Berlusconi, a four-times prime minister, is barred from holding public office because of a 2013 conviction for tax fraud. He is trying to overturn the ban, but is seeking alternative candidates if his legal battle fails.
"I have many names, but there is someone who is very capable ... who has had success and is esteemed by everyone, General (Leonardo) Gallitelli," Berlusconi told a Sunday night chat show on state broadcaster RAI.
Gallitelli headed the Carabinieri, a military police force that operates under the control of both the defence and interior ministries, from 2009 to 2015. He is currently head of Italy's anti-doping office.
Berlusconi said he had not yet discussed the idea with Gallitelli.
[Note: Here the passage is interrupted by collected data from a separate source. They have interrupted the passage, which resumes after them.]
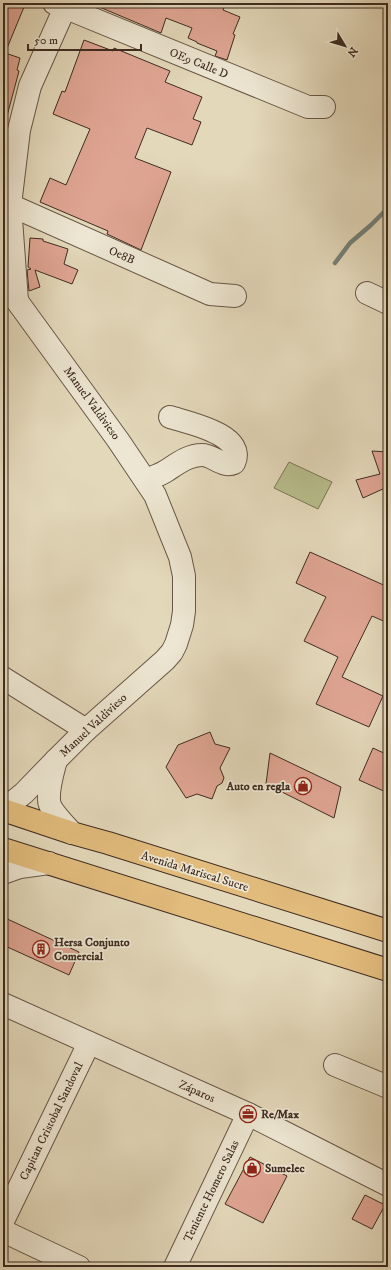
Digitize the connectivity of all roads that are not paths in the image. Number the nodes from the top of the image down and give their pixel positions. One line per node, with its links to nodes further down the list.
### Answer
1 (62, 5): 2 (street, OE9 Calle D); 3 (street, Manuel Valdivieso)
2 (324, 107)
3 (10, 205): 5 (street, Manuel Valdivieso); 6 (street, Oe8B)
4 (367, 293): 7 (street)
5 (10, 294): 9 (street, Manuel Valdivieso)
6 (235, 296)
7 (388, 303)
8 (170, 417): 9 (street)
9 (146, 480): 11 (street, Manuel Valdivieso)
10 (3, 678): 11 (street)
11 (86, 730): 12 (street, Manuel Valdivieso)
12 (56, 760): 13 (street, Manuel Valdivieso); 14 (street, Manuel Valdivieso)
13 (3, 810): 14 (main road, Avenida Mariscal Sucre)
14 (72, 833): 18 (main road, Avenida Mariscal Sucre)
15 (3, 849): 16 (main road)
16 (48, 863): 17 (street); 19 (main road)
17 (3, 873)
18 (388, 931)
19 (388, 970)
20 (3, 1004): 21 (street, Záparos)
21 (89, 1042): 24 (street, Záparos); 26 (street, Capitan Cristobal Sandoval)
22 (335, 1065): 23 (street)
23 (388, 1087)
24 (248, 1114): 25 (street, Záparos); 29 (street, Teniente Homero Salas)
25 (388, 1185)
26 (3, 1221)
27 (3, 1231): 28 (street)
28 (80, 1267)
29 (175, 1267)

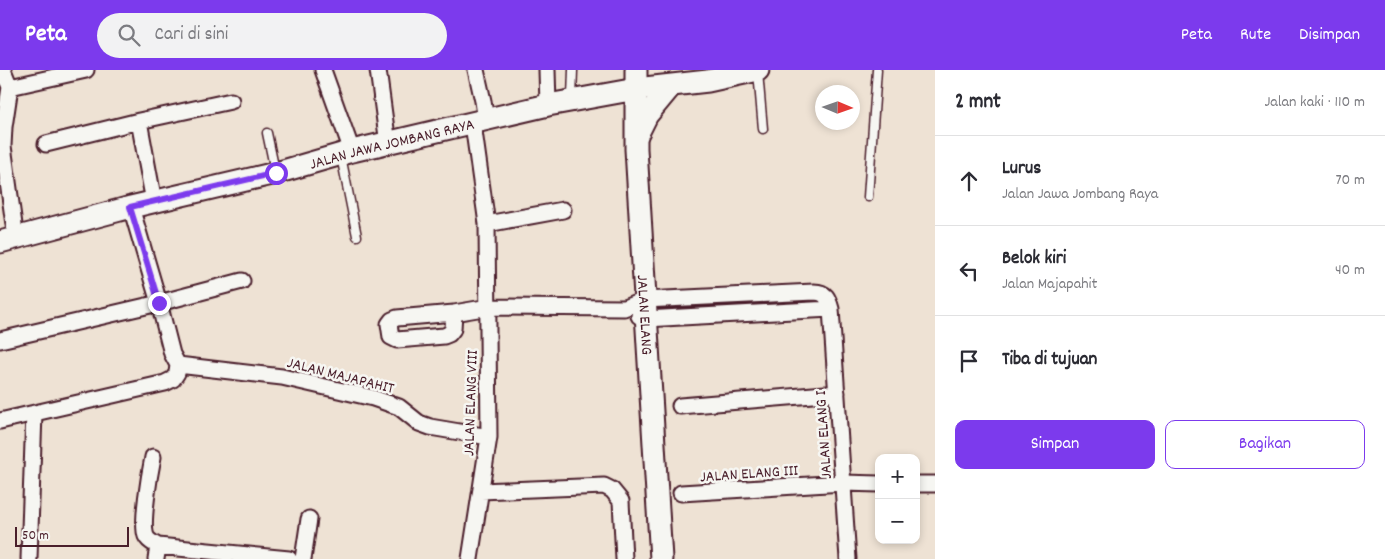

He has previously suggested that European Central Bank Governor Mario Draghi or the CEO of carmaker Fiat Chrysler, Sergio Marchionne, could be his prime ministerial candidate.
The billionaire media tycoon was widely written off after he quit as prime minister in 2011 amid a sex scandal. But he has made a remarkable political comeback and his Forza Italia (Go Italy!) party is now the lynchpin of a centre-right coalition that leads in opinion polls ahead of next year's election.
Berlusconi, 81, said if his bloc took power he would like to see 12 people from outside the world of politics appointed to the cabinet, with only 8 ministries entrusted to politicians.
His allies, the far-right Northern League and Brothers of Italy, are likely to baulk at the suggestion. The three parties have agreed that whichever group gets more votes next year should nominate the prime minister.
Forza Italia is just ahead of the Northern League in the polls, but surveys indicate no one party or bloc will win enough votes to govern alone, meaning a hung parliament looks likely.